### [Instructions for the task]
Locate the lines of the listing below that hold "Ottorino", then copy each of them.

### [Source records]
● ● ● ● ● ● ●

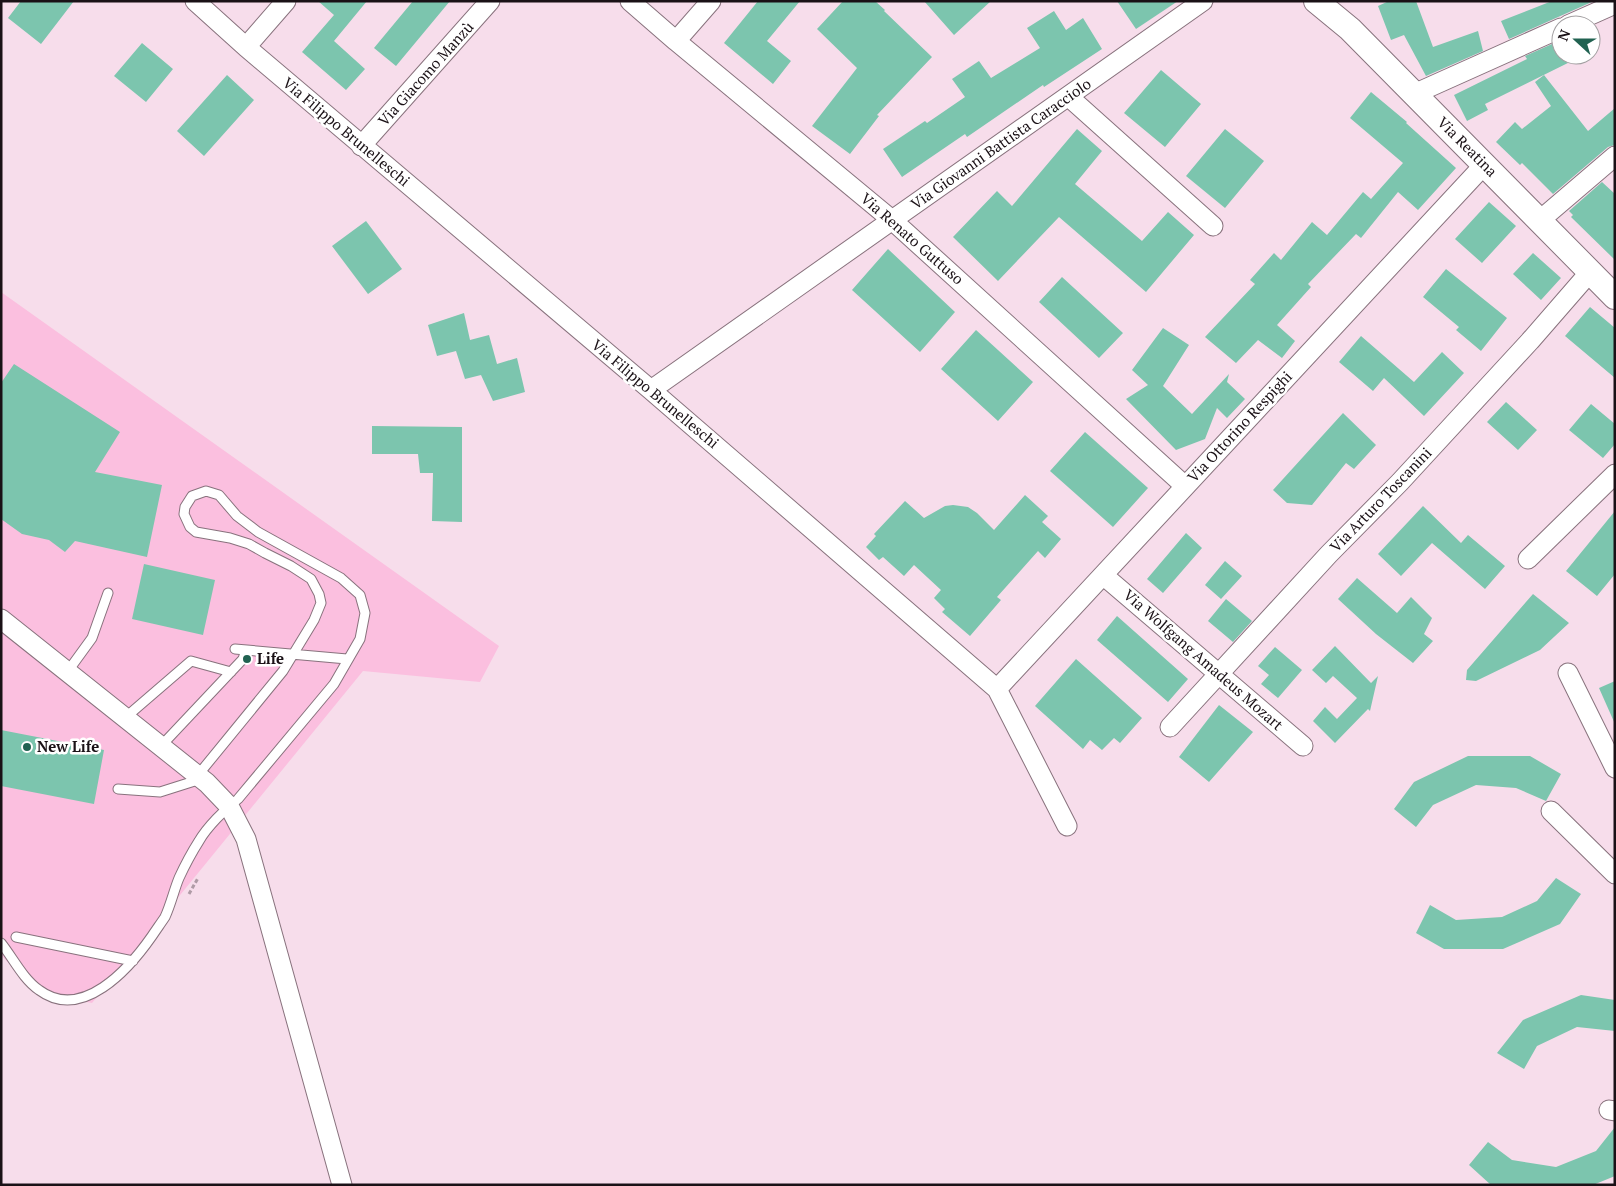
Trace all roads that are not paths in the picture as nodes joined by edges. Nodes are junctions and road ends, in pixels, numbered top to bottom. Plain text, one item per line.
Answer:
1 (194, 1) edge
2 (286, 1) edge
3 (490, 1) edge
4 (630, 1) edge
5 (711, 1) edge
6 (1204, 1) edge
7 (1316, 1) edge
8 (1615, 4) edge
9 (1590, 15) edge
10 (1551, 32) edge
11 (676, 41) junction
12 (246, 47) junction
13 (1414, 94) junction
14 (1068, 97) junction
15 (361, 146) junction
16 (1615, 156) edge
17 (1484, 165) junction
18 (892, 220) junction
19 (1540, 221) junction
20 (1213, 226) dead end
21 (1590, 272) junction
22 (1615, 296) edge
23 (651, 390) junction
24 (1615, 474) edge
25 (1185, 486) junction
26 (1528, 559) dead end
27 (1103, 574) junction
28 (108, 593) dead end
29 (1, 619) edge
30 (235, 649) dead end
31 (246, 650) junction
32 (293, 654) junction
33 (347, 659) junction
34 (68, 671) junction
35 (231, 672) junction
36 (1568, 673) dead end
37 (1219, 674) junction
38 (997, 689) junction
39 (126, 717) junction
40 (1170, 728) dead end
41 (161, 746) junction
42 (1303, 746) dead end
43 (1615, 768) edge
44 (200, 777) junction
45 (118, 789) dead end
46 (229, 806) junction
47 (1552, 811) dead end
48 (1067, 826) dead end
49 (1615, 874) edge
50 (16, 938) dead end
51 (1, 943) edge
52 (133, 961) junction
53 (342, 1185) edge

1 - 12 street, Via Filippo Brunelleschi
2 - 12 street
3 - 15 street, Via Giacomo Manzù
4 - 11 street, Via Renato Guttuso
5 - 11 street
6 - 14 street, Via Giovanni Battista Caracciolo
7 - 13 street, Via Reatina
8 - 9 street
10 - 13 street
11 - 18 street, Via Renato Guttuso
12 - 15 street, Via Filippo Brunelleschi
13 - 17 street, Via Reatina
14 - 18 street, Via Giovanni Battista Caracciolo
14 - 20 street
15 - 23 street, Via Filippo Brunelleschi
16 - 19 street
17 - 19 street, Via Reatina
17 - 25 street, Via Ottorino Respighi
18 - 23 street, Via Giovanni Battista Caracciolo
18 - 25 street, Via Renato Guttuso
19 - 21 street, Via Reatina
21 - 22 street, Via Reatina
21 - 37 street, Via Arturo Toscanini
23 - 38 street, Via Filippo Brunelleschi
24 - 26 street
25 - 27 street, Via Ottorino Respighi
27 - 37 street, Via Wolfgang Amadeus Mozart
27 - 38 street, Via Ottorino Respighi
28 - 34 lane
29 - 34 street
30 - 31 lane
31 - 32 lane
31 - 35 lane
32 - 33 lane
32 - 33 lane
32 - 44 lane
33 - 46 lane
34 - 39 street
35 - 39 lane
35 - 41 lane
36 - 43 street
37 - 40 street, Via Arturo Toscanini
37 - 42 street, Via Wolfgang Amadeus Mozart
38 - 48 street, Via Filippo Brunelleschi
39 - 41 street
41 - 44 street
44 - 45 lane
44 - 46 street
46 - 52 lane
46 - 53 street
47 - 49 street
50 - 52 lane
51 - 52 lane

● ● ● ● ● ● ●

### [Your solution]
17 - 25 street, Via Ottorino Respighi
25 - 27 street, Via Ottorino Respighi
27 - 38 street, Via Ottorino Respighi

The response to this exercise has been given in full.